→ PROMPT
The expected answer comprises all lines from the entries that contain the string "nodes".

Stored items
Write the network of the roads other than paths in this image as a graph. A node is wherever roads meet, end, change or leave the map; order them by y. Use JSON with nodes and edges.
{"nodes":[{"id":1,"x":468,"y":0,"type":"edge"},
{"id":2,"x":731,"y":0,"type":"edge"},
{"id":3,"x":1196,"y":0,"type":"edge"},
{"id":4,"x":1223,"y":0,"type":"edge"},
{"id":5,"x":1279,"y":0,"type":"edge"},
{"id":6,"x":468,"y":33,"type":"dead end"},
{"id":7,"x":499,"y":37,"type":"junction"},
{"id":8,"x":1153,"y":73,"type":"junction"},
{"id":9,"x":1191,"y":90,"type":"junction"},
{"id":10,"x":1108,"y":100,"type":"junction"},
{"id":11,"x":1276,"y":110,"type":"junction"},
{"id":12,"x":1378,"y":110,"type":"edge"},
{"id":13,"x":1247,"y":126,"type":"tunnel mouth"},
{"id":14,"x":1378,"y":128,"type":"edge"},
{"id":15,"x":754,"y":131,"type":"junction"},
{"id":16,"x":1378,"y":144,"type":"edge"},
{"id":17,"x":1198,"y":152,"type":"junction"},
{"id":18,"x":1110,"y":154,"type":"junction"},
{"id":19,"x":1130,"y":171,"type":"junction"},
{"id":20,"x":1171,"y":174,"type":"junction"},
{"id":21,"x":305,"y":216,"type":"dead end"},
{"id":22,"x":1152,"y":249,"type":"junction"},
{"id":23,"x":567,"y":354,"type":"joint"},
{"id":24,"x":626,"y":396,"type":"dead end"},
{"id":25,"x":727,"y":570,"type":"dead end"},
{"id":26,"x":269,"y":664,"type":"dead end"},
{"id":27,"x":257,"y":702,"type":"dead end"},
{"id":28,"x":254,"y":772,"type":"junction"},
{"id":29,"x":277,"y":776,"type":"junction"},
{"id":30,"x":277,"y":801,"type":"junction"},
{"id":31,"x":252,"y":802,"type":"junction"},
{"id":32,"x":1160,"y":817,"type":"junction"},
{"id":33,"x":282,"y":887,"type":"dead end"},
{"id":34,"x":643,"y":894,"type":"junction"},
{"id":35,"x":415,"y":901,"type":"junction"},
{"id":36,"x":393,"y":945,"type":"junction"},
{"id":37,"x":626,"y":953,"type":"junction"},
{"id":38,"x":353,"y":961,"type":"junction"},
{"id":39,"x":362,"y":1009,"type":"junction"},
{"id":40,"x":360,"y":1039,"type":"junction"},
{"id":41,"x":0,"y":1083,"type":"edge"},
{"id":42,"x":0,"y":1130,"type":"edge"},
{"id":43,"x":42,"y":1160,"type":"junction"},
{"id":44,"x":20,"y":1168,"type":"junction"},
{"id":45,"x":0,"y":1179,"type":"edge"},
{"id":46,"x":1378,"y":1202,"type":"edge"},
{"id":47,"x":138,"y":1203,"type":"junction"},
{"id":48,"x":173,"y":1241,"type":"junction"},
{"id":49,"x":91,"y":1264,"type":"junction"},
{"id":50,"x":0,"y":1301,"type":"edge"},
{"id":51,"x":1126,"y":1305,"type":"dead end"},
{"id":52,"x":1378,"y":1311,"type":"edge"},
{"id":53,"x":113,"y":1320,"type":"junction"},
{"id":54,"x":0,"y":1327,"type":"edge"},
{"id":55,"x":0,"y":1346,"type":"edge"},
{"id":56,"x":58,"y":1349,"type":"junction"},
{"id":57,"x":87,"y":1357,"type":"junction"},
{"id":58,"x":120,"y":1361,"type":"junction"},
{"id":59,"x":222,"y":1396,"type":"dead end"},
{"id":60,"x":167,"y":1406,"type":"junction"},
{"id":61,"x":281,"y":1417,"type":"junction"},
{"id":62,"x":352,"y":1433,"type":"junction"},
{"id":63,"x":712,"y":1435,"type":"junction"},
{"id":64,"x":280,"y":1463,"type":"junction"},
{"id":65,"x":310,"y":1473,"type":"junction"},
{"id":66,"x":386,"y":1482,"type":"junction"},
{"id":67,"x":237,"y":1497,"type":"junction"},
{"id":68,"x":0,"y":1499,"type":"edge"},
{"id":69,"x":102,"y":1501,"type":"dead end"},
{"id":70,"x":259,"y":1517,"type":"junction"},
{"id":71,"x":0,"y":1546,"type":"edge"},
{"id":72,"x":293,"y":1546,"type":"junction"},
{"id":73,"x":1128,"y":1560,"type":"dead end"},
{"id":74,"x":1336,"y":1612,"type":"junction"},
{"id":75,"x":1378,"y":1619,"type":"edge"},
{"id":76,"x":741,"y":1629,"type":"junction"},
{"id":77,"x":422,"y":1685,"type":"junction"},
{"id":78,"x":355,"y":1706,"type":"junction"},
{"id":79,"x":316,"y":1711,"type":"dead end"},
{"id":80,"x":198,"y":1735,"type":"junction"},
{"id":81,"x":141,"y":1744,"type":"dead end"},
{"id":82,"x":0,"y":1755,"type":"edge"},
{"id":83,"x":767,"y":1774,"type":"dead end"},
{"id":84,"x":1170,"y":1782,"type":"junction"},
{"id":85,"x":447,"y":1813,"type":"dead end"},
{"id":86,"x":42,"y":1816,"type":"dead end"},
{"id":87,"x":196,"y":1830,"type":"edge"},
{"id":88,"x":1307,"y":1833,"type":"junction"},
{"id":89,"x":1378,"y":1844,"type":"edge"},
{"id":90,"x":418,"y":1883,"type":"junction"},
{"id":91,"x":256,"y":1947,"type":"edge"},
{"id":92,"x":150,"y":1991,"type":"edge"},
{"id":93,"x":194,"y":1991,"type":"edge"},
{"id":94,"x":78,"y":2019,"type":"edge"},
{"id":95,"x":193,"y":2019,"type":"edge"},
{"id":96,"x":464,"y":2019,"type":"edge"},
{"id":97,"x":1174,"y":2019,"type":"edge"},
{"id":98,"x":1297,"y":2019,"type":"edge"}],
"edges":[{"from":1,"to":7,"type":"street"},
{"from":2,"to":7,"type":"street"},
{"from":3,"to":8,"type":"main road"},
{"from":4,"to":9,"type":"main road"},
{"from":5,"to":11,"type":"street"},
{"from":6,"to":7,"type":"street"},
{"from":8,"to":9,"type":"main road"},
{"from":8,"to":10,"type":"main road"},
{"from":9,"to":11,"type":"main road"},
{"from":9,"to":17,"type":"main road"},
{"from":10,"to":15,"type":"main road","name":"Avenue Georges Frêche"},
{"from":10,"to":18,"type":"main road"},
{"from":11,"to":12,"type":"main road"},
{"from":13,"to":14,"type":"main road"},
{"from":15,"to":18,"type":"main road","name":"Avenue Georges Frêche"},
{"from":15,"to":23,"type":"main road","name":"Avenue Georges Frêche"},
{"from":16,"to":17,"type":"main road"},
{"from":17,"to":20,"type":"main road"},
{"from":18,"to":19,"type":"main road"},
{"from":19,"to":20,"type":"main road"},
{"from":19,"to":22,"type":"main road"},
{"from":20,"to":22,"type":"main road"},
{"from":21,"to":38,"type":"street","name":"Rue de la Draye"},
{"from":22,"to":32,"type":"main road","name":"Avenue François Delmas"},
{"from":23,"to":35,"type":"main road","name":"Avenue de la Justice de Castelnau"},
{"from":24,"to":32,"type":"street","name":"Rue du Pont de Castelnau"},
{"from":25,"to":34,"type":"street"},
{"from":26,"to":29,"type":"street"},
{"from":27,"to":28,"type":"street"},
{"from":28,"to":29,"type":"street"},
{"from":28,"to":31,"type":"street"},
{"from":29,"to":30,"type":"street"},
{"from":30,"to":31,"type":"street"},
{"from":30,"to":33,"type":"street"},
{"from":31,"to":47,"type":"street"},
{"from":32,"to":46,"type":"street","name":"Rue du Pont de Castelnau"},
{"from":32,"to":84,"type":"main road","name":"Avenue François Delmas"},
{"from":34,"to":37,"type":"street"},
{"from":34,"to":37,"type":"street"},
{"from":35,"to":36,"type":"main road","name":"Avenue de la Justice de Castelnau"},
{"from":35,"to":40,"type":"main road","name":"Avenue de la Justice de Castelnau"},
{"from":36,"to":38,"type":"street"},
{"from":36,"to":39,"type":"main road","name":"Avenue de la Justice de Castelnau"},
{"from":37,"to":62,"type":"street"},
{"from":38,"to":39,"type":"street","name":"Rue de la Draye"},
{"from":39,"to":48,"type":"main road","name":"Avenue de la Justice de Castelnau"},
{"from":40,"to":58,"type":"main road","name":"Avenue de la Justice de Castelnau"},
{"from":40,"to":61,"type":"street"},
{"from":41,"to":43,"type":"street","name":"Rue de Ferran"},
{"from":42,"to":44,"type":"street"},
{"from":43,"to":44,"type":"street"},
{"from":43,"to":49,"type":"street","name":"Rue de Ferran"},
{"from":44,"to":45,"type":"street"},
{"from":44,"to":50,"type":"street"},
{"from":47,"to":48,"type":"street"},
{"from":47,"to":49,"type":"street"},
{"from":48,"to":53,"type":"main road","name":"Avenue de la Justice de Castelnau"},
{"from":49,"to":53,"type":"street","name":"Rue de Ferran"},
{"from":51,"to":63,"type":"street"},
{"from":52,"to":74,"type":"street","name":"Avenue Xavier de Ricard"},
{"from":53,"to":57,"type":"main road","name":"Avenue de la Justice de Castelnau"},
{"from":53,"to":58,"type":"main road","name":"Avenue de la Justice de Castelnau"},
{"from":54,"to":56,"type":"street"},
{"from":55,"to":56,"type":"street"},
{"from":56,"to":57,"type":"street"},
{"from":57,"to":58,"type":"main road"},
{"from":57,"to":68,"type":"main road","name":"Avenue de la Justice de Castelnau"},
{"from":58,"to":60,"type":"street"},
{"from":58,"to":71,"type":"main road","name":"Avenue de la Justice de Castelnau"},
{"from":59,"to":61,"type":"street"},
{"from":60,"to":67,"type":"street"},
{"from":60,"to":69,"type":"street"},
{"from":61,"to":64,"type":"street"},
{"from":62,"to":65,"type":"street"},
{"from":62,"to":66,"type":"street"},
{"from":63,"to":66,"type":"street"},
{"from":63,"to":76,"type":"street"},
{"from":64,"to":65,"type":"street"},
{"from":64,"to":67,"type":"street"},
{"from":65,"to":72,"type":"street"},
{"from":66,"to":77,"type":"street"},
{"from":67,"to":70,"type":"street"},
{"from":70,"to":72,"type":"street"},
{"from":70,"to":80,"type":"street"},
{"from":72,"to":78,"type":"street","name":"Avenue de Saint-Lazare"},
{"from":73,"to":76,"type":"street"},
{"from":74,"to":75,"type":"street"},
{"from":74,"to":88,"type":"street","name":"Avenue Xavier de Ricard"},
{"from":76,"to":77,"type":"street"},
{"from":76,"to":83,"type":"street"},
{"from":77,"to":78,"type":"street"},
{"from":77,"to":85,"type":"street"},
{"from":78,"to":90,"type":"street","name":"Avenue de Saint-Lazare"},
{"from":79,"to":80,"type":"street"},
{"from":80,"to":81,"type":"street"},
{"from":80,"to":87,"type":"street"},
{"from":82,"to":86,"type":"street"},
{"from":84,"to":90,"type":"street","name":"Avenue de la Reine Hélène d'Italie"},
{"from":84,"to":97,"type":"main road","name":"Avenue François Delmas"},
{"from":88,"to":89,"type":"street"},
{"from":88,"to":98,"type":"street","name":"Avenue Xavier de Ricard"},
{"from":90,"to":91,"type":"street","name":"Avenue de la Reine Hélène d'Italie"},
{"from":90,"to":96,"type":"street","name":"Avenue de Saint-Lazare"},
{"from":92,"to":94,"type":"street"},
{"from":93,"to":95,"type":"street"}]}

→ YOUR SOLUTION
Write the network of the roads other than paths in this image as a graph. A node is wherever roads meet, end, change or leave the map; order them by y. Use JSON with nodes and edges.
{"nodes":[{"id":1,"x":468,"y":0,"type":"edge"},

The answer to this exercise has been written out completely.